(Stored data entries)
---

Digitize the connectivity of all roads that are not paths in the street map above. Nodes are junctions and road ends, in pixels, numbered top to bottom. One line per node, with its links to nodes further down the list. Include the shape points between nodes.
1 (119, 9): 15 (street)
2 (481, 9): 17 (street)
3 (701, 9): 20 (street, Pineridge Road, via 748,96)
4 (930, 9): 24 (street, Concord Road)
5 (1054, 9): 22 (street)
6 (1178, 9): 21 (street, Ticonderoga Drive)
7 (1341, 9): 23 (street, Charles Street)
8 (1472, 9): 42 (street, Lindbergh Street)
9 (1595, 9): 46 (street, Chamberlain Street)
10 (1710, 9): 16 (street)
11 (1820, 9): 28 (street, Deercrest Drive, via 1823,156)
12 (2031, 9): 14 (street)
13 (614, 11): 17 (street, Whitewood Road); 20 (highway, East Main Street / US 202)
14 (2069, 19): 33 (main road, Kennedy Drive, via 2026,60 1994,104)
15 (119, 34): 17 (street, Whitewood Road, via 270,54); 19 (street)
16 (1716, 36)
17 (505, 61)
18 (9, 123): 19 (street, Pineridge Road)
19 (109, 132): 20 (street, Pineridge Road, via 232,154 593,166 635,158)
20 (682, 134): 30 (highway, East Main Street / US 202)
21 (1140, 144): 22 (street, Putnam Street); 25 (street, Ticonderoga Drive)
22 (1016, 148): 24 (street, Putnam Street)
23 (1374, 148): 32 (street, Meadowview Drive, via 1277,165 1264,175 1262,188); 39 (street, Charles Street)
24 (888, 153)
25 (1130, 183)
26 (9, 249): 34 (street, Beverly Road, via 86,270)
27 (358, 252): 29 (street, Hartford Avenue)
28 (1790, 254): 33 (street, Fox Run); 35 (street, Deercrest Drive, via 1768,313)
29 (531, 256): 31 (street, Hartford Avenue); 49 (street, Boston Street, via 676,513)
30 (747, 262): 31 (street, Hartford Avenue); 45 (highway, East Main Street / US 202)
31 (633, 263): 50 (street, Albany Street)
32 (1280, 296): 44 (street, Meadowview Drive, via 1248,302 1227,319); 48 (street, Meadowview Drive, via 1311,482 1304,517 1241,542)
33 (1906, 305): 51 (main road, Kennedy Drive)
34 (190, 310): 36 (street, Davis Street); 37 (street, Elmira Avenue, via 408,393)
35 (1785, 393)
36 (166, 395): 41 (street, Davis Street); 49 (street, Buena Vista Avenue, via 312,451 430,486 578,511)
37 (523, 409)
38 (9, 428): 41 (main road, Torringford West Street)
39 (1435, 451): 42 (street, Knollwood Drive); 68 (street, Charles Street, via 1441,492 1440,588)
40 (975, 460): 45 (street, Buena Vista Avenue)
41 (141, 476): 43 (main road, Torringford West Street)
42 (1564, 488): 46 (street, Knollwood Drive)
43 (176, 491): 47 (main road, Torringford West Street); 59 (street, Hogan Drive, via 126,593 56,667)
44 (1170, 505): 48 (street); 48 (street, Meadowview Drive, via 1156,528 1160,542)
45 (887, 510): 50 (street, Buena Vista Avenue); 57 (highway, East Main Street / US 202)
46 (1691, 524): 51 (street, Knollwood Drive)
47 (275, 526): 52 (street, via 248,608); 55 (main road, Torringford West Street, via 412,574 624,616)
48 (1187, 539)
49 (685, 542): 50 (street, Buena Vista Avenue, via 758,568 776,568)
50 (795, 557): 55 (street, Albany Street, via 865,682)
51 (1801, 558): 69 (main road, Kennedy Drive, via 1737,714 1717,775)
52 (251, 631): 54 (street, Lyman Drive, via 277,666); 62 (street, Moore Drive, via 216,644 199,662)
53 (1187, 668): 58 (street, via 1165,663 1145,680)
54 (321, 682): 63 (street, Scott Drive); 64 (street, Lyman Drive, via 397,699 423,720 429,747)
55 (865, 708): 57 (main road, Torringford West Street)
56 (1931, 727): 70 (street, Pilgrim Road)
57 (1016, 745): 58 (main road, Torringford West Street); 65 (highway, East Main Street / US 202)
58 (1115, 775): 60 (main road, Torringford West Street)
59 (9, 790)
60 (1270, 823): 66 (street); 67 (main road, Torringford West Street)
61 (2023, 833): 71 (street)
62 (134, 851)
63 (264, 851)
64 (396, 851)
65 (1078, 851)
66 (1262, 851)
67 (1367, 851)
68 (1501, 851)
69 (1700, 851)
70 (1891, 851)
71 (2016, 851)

---

**To do**
Could you give the data again, word for word?

**Result of the task**
Digitize the connectivity of all roads that are not paths in the street map above. Nodes are junctions and road ends, in pixels, numbered top to bottom. One line per node, with its links to nodes further down the list. Include the shape points between nodes.
1 (119, 9): 15 (street)
2 (481, 9): 17 (street)
3 (701, 9): 20 (street, Pineridge Road, via 748,96)
4 (930, 9): 24 (street, Concord Road)
5 (1054, 9): 22 (street)
6 (1178, 9): 21 (street, Ticonderoga Drive)
7 (1341, 9): 23 (street, Charles Street)
8 (1472, 9): 42 (street, Lindbergh Street)
9 (1595, 9): 46 (street, Chamberlain Street)
10 (1710, 9): 16 (street)
11 (1820, 9): 28 (street, Deercrest Drive, via 1823,156)
12 (2031, 9): 14 (street)
13 (614, 11): 17 (street, Whitewood Road); 20 (highway, East Main Street / US 202)
14 (2069, 19): 33 (main road, Kennedy Drive, via 2026,60 1994,104)
15 (119, 34): 17 (street, Whitewood Road, via 270,54); 19 (street)
16 (1716, 36)
17 (505, 61)
18 (9, 123): 19 (street, Pineridge Road)
19 (109, 132): 20 (street, Pineridge Road, via 232,154 593,166 635,158)
20 (682, 134): 30 (highway, East Main Street / US 202)
21 (1140, 144): 22 (street, Putnam Street); 25 (street, Ticonderoga Drive)
22 (1016, 148): 24 (street, Putnam Street)
23 (1374, 148): 32 (street, Meadowview Drive, via 1277,165 1264,175 1262,188); 39 (street, Charles Street)
24 (888, 153)
25 (1130, 183)
26 (9, 249): 34 (street, Beverly Road, via 86,270)
27 (358, 252): 29 (street, Hartford Avenue)
28 (1790, 254): 33 (street, Fox Run); 35 (street, Deercrest Drive, via 1768,313)
29 (531, 256): 31 (street, Hartford Avenue); 49 (street, Boston Street, via 676,513)
30 (747, 262): 31 (street, Hartford Avenue); 45 (highway, East Main Street / US 202)
31 (633, 263): 50 (street, Albany Street)
32 (1280, 296): 44 (street, Meadowview Drive, via 1248,302 1227,319); 48 (street, Meadowview Drive, via 1311,482 1304,517 1241,542)
33 (1906, 305): 51 (main road, Kennedy Drive)
34 (190, 310): 36 (street, Davis Street); 37 (street, Elmira Avenue, via 408,393)
35 (1785, 393)
36 (166, 395): 41 (street, Davis Street); 49 (street, Buena Vista Avenue, via 312,451 430,486 578,511)
37 (523, 409)
38 (9, 428): 41 (main road, Torringford West Street)
39 (1435, 451): 42 (street, Knollwood Drive); 68 (street, Charles Street, via 1441,492 1440,588)
40 (975, 460): 45 (street, Buena Vista Avenue)
41 (141, 476): 43 (main road, Torringford West Street)
42 (1564, 488): 46 (street, Knollwood Drive)
43 (176, 491): 47 (main road, Torringford West Street); 59 (street, Hogan Drive, via 126,593 56,667)
44 (1170, 505): 48 (street); 48 (street, Meadowview Drive, via 1156,528 1160,542)
45 (887, 510): 50 (street, Buena Vista Avenue); 57 (highway, East Main Street / US 202)
46 (1691, 524): 51 (street, Knollwood Drive)
47 (275, 526): 52 (street, via 248,608); 55 (main road, Torringford West Street, via 412,574 624,616)
48 (1187, 539)
49 (685, 542): 50 (street, Buena Vista Avenue, via 758,568 776,568)
50 (795, 557): 55 (street, Albany Street, via 865,682)
51 (1801, 558): 69 (main road, Kennedy Drive, via 1737,714 1717,775)
52 (251, 631): 54 (street, Lyman Drive, via 277,666); 62 (street, Moore Drive, via 216,644 199,662)
53 (1187, 668): 58 (street, via 1165,663 1145,680)
54 (321, 682): 63 (street, Scott Drive); 64 (street, Lyman Drive, via 397,699 423,720 429,747)
55 (865, 708): 57 (main road, Torringford West Street)
56 (1931, 727): 70 (street, Pilgrim Road)
57 (1016, 745): 58 (main road, Torringford West Street); 65 (highway, East Main Street / US 202)
58 (1115, 775): 60 (main road, Torringford West Street)
59 (9, 790)
60 (1270, 823): 66 (street); 67 (main road, Torringford West Street)
61 (2023, 833): 71 (street)
62 (134, 851)
63 (264, 851)
64 (396, 851)
65 (1078, 851)
66 (1262, 851)
67 (1367, 851)
68 (1501, 851)
69 (1700, 851)
70 (1891, 851)
71 (2016, 851)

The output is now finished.